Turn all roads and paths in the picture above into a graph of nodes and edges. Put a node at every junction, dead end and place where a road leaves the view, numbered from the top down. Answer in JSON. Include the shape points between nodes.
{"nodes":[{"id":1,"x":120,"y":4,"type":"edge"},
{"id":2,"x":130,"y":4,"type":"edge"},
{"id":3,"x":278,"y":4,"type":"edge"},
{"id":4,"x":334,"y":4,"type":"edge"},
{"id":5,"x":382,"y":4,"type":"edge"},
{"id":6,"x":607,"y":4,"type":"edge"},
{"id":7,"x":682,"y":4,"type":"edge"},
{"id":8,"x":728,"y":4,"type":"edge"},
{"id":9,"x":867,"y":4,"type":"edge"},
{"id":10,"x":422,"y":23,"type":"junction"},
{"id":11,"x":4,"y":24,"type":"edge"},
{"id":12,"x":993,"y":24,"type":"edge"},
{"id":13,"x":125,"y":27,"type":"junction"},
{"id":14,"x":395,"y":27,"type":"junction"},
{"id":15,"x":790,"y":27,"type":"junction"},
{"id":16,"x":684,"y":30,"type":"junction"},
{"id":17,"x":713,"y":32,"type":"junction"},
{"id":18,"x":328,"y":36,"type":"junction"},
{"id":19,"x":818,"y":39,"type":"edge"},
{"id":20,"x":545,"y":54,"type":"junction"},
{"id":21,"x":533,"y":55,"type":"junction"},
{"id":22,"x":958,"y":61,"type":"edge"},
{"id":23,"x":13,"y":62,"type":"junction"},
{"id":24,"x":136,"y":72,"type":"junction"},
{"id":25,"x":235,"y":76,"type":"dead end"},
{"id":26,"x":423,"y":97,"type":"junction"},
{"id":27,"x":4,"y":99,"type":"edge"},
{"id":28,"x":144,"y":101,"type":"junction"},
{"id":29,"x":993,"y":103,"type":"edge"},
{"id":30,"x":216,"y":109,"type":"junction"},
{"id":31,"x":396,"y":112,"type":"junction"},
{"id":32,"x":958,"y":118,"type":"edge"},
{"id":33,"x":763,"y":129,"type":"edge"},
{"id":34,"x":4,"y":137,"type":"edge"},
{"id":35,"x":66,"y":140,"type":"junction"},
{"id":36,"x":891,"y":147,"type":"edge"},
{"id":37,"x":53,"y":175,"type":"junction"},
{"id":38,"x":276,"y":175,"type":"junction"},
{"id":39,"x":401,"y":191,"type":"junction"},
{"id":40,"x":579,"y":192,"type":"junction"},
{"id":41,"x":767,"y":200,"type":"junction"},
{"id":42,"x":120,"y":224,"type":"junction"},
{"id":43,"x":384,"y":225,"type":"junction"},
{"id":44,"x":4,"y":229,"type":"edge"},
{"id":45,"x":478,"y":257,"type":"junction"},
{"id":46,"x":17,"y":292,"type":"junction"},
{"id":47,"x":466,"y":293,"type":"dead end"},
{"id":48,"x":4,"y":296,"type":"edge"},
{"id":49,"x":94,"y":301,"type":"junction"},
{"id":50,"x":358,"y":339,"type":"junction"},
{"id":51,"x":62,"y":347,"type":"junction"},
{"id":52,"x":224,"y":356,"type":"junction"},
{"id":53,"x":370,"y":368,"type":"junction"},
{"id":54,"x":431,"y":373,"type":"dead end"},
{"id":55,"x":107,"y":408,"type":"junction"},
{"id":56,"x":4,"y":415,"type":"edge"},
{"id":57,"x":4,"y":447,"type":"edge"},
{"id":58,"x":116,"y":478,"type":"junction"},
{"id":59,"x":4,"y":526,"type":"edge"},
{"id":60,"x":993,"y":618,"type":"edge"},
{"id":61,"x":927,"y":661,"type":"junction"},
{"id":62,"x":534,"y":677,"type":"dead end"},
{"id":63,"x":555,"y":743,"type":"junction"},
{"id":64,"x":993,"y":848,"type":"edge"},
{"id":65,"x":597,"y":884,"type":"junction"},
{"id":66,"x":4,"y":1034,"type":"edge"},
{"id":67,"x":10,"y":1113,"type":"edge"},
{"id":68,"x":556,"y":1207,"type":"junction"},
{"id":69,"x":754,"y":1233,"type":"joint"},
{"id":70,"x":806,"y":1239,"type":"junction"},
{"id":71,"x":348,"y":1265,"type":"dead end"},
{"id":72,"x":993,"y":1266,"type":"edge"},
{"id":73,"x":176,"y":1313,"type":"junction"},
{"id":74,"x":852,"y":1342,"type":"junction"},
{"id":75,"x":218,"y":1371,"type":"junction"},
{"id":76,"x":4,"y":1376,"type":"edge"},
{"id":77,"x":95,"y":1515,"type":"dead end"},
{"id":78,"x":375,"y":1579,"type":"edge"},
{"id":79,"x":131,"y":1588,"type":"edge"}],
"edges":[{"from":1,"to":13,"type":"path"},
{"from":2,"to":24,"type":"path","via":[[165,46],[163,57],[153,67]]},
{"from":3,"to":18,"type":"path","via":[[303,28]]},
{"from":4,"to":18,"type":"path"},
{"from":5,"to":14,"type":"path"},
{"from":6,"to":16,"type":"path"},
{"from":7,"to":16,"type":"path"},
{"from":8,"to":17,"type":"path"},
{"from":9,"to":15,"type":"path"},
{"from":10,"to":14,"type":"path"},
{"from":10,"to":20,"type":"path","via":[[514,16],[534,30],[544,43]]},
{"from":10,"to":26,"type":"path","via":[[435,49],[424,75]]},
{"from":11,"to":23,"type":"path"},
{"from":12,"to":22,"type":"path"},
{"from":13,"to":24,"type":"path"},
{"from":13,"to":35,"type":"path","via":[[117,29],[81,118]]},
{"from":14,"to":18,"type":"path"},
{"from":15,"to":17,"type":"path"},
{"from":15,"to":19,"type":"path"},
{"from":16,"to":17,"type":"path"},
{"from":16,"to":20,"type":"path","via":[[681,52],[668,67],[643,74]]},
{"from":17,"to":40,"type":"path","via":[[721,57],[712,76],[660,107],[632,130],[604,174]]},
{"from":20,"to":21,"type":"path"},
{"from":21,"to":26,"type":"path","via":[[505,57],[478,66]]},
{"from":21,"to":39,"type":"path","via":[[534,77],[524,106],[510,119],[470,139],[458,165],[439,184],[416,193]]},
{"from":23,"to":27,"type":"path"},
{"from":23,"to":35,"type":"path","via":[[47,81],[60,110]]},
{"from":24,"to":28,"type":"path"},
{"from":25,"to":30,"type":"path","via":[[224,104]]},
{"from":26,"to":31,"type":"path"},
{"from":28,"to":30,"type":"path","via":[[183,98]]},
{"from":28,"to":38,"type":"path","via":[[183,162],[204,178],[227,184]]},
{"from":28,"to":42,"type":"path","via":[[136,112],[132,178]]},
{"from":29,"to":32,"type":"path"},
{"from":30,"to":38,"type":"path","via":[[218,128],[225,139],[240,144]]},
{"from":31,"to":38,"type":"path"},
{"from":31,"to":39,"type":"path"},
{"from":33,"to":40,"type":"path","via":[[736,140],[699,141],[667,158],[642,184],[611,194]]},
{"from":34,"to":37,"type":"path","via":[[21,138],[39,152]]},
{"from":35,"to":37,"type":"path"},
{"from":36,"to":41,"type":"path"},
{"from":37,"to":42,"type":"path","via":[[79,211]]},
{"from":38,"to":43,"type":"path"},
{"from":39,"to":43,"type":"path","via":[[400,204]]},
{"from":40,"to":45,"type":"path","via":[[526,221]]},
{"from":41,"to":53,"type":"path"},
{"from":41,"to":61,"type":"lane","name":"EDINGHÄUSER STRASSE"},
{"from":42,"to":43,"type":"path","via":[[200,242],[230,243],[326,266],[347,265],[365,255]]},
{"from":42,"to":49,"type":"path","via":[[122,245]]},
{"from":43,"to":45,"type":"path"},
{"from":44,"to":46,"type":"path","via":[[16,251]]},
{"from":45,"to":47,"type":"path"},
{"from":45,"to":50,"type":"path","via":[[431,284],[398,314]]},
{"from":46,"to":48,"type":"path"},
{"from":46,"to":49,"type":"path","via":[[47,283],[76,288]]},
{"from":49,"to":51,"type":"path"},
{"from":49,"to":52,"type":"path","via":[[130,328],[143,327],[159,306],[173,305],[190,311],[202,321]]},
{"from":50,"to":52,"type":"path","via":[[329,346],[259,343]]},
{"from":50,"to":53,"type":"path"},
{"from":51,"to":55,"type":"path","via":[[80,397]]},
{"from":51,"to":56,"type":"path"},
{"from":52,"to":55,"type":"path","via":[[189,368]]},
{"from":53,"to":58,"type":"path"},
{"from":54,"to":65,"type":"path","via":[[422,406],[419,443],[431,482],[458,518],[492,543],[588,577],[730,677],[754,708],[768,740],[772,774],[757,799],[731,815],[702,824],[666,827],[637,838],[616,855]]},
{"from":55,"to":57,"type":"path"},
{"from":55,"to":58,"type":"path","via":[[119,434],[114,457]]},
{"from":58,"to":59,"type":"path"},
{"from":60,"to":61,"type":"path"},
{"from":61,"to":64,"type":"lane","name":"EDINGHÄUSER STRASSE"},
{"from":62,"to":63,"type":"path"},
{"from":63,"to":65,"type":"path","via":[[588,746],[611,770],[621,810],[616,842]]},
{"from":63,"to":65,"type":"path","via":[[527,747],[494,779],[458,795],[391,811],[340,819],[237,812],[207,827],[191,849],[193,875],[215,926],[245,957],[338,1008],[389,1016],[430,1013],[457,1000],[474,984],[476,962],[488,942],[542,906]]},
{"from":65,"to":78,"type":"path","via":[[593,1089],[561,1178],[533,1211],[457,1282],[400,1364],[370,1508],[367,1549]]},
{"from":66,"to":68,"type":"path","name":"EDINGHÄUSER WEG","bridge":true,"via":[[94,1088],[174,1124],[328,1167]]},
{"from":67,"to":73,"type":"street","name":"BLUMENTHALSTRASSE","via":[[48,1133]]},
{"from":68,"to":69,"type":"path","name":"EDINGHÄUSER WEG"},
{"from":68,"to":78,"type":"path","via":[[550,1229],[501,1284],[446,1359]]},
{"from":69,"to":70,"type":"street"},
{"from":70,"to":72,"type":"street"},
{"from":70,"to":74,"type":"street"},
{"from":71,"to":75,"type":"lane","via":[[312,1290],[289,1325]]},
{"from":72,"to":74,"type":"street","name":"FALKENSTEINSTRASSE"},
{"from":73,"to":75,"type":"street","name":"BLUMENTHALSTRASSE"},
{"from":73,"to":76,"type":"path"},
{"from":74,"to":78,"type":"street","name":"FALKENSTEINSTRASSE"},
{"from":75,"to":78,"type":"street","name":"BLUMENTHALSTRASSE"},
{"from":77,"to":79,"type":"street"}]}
• • • •
> **ASSIGNED TASK**
Report the number of lines in the records that include the string "lane", and write no other words.

> **TASK SOLUTION**
3